Da Parigi alla Pliniana (2)

Dal film Malombra, 1942
diretto da Mario Soldati

feuilleton in tre puntate, #2

Seppur circondata dall’affetto dei suoi cari, la vedova Berthier decide che il futuro suo e dei suoi figli è in Francia. Appena gli accadimenti politici lo permettono (Napoleone è sconfitto, Luigi XVIII è di nuovo sul trono, i beni immobili restituiti), Elisabetta lascia la Baviera per il castello di Grosbois, con migrazioni invernali all’Hôtel d’Estignac di Parigi, Boulevard de la Madeleine, una proprietà del defunto marito sita al centro dei più rinomati salotti, allietati dai letterati e dagli artisti più à la page del momento. Rammentando i balli del mattino, i balli della sera e tutte le altre feste, annota madame de Girardin: “Parigi balla, Parigi salta, Parigi si diverte”. Beh, forse non proprio tutti...

* * *

I PRINCIPI DI BELGIOJOSO-ESTE. Nel 1824 l’esile Cristina Trivulzio - la sedicenne figlia di Gerolamo Trivulzio e di Vittoria dei marchesi Gherardini - molla al suo destino un piagnucoloso cugino per sposare il desiderato principe Emilio Barbiano di Belgiojoso-Este, uomo affascinante che ha fama (meritata, a dispetto dei suoi 24 anni) d’essere un grande collezionista di cuori femminili. Dotato di una voce calda e sensuale (Rossini lo ammira sperticatamente), Emilio è il re dei salotti milanesi. Come facilmente previsto dalla vox populi, la vita matrimoniale tra il principe ingordo di piaceri e la più intellettuale sposina non può durare a lungo. Infatti, quattro anni dopo le nozze i due si separano, seppur decidendo di restare amici in virtù dell’unica loro affinità: l’odio verso la dominazione austriaca. Entrambi amici di Mazzini e iscritti a società segrete, strettamente sorvegliati dalle spie e perseguitati dalla polizia, ai due non resta che lasciare Milano e raggiungere a Parigi gli amici colà già espatriati.
La prima a partire è Cristina, gravata di un fardello di non poco conto: il bel mondo parigino vive nel lusso più sfrenato mentre a lei il governo austriaco ha sequestrato tutti i beni mobili e immobili. Comunque decisa ad aprire un suo salotto politico, a Parigi Cristina affitta una casa all’angolo della Rue de l’Arcade e la Rue neuve des Mathurins. Il quartiere è popolare …ma la società bene parigina, infatuata dell’Italia e degli italiani, comprende l’emergenza e fin da subito personaggi altolocati - tra cui Thiers, Lafayette, Victor Cousin, Mignet - prendono a salire i gradini che portano al quinto piano e a bussare alla porta su cui è infisso il cartello La princesse malheureuse. Lei ricambia col suo fascino romantico, accentuato dall’abitudine di vestirsi di nero, un segno di lutto in ricordo delle sue disavventure coniugali, e guadagnandosi da vivere dipingendo ventagli e cristalli. Nei salotti che contano si prende a parlare di lei e della sua ardente passione patriottica e gli inviti ad unirsi alla bella società non tardano ad arrivare.

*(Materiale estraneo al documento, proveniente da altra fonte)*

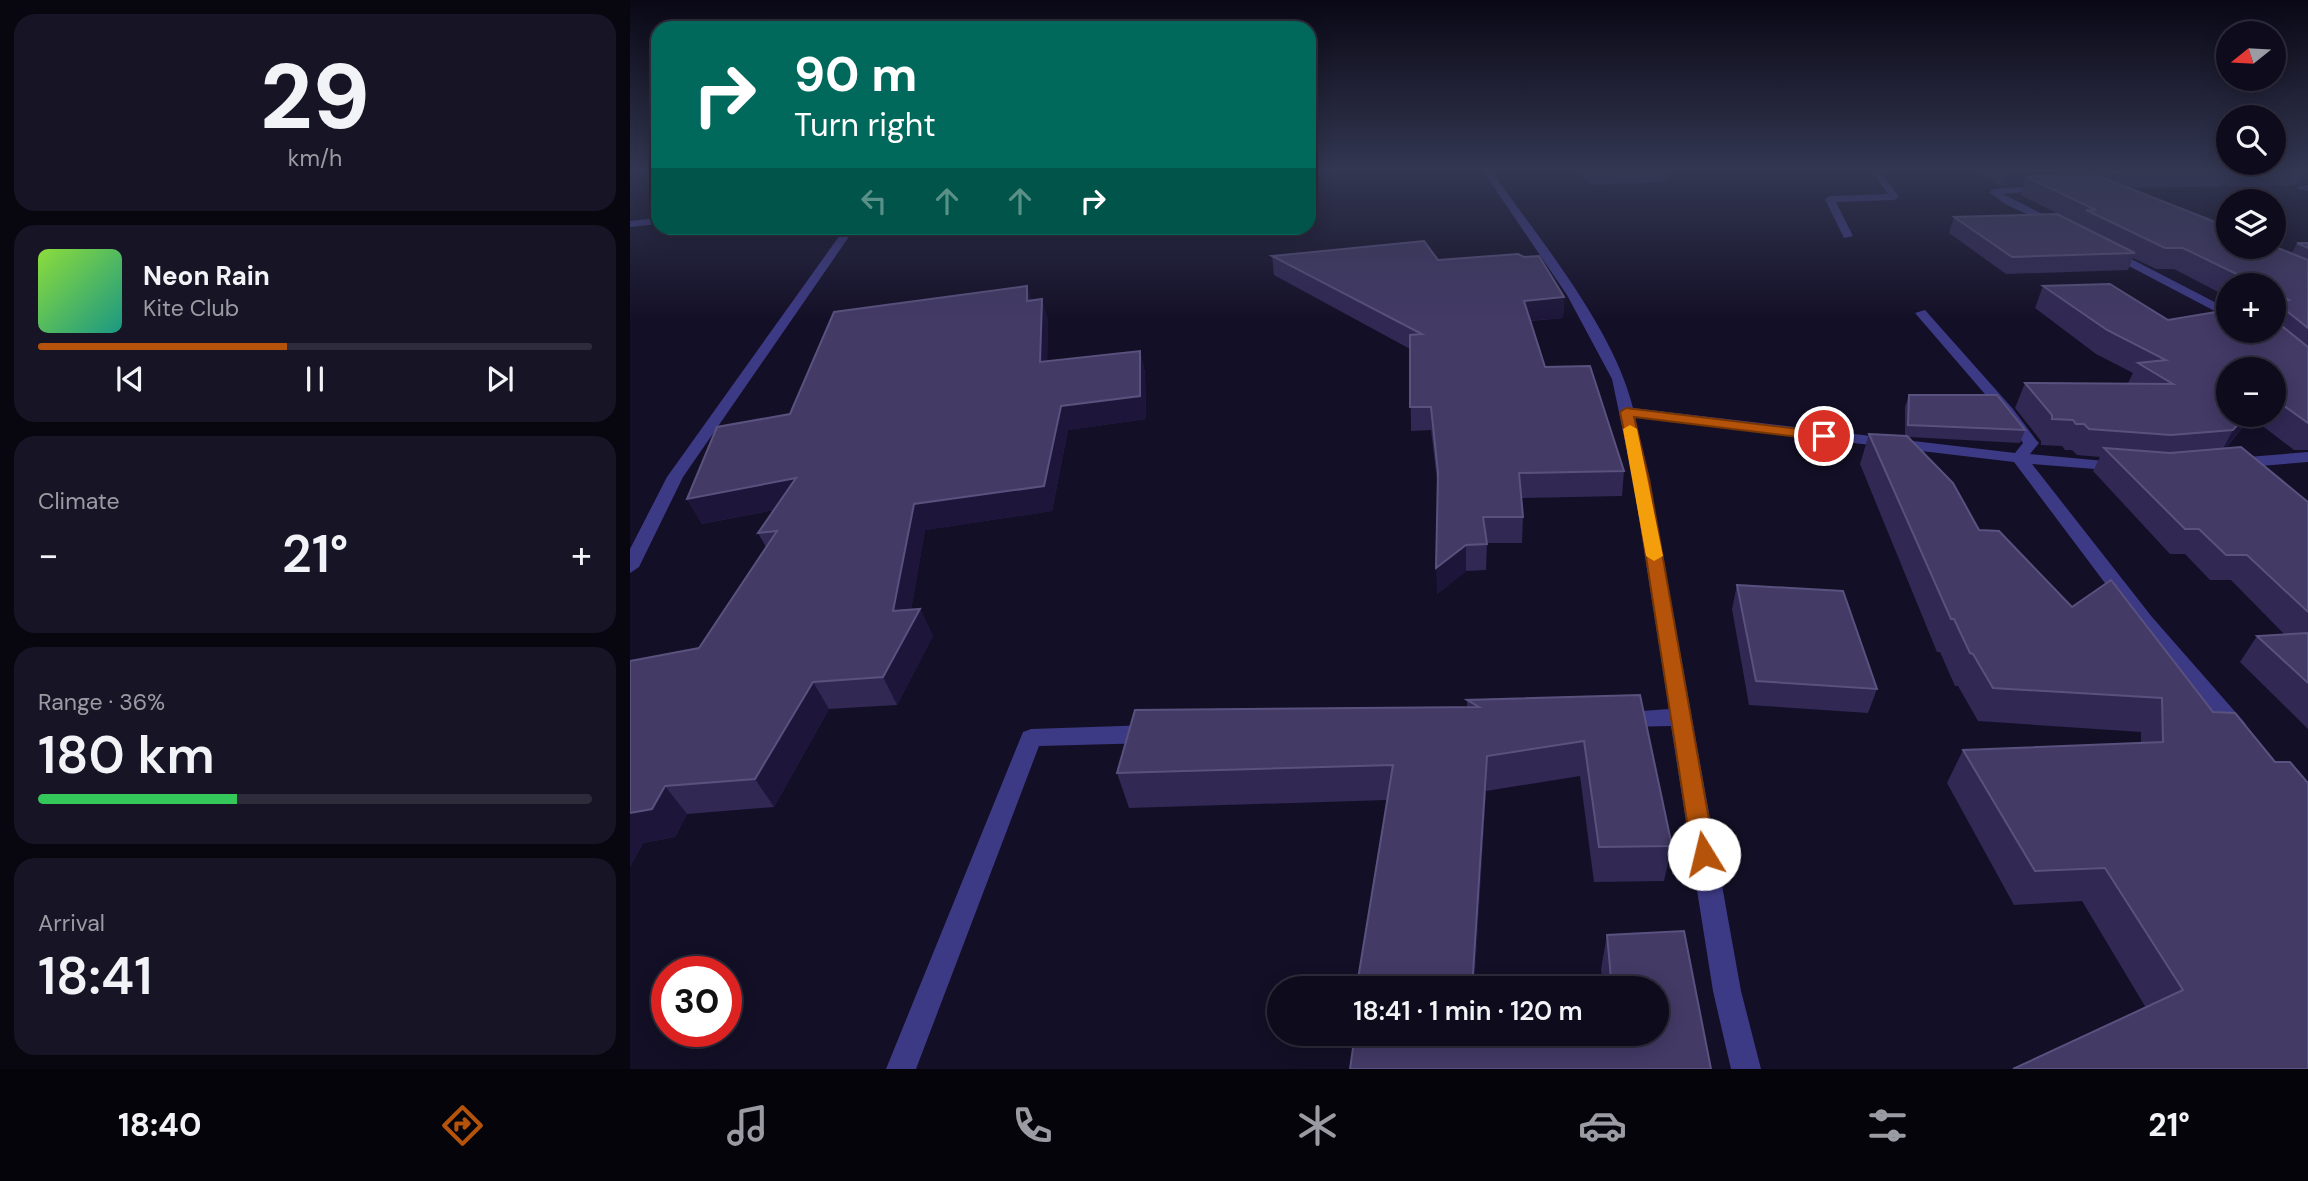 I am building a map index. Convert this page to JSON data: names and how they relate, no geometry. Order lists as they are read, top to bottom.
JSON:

Dopo essersi goduto a Milano la ritrovata indipendenza, arriva anche per Emilio il momento di emigrare a Parigi. Momentaneamente riunitisi, i due sposi prendono in affitto due appartamenti contigui al n. 1 di Place de la Madeleine, nella casa di proprietà del duca di Plaisance, locali che ben presto si rivelano inadatti per offrire una degna ospitalità ai nuovi amici e conoscenti, affascinati dall’antitesi Emilio il frivolo e Cristina la colta. Un trasloco s’impone e i due trovano un più vasto alloggio al 23 di Rue d’Anjou, che arredano - grazie alla generosità del nuovo imperatore d’Austria, che ha restituito alla Trivulzio ogni suo bene - con un lusso sfarzoso, inatteso ...e talvolta incompreso: “una serie di catafalchi” scrive Téophile Gautier. Le signore, invece, spettegolano sul giovane e robusto africano che le accoglie alla porta d’ingresso. Cristina, ormai riconosciuta regina dei salotti, riceve due volte la settimana: il mercoledì lo riserva alla musica, il sabato alla politica e alla teologia.

Il successo attira l’invidia dei nani e ben presto intorno alla coppia crescono i pettegolezzi e le insinuazioni, soprattutto da parte dei tanti mariti resi becchi da Emilio e dai troppi spasimanti respinti da Cristina. Di lei scrive Arsène Houssaye: Più intelligente che sensibile […] ella serviva con grazia il festino dell’amore, poi volava via nel momento di condividerlo. Il respinto conte Rodolfo Appunyi non esita a chiamarla Saffo e Corinna. Balzac la descrive saccente e pedante, sempre pronta a rubare gli amanti alle donne che frequentano la sua casa, facendone pure i nomi: Lizst a madame d’Agoult, Lord Normanby alla moglie, Mignet a madame d’Aubernon, Musset a George Sand …salvo poi mandarli tutti in bianco. De Musset, altro spasimante respinto (“Aveva gli occhi terribili della sfinge, così grandi così grandi che mi ci sono perso e non mi ci raccapezzo più”) la battezza la dotta Urania, soprannome che fa subito presa nei salotti mondani.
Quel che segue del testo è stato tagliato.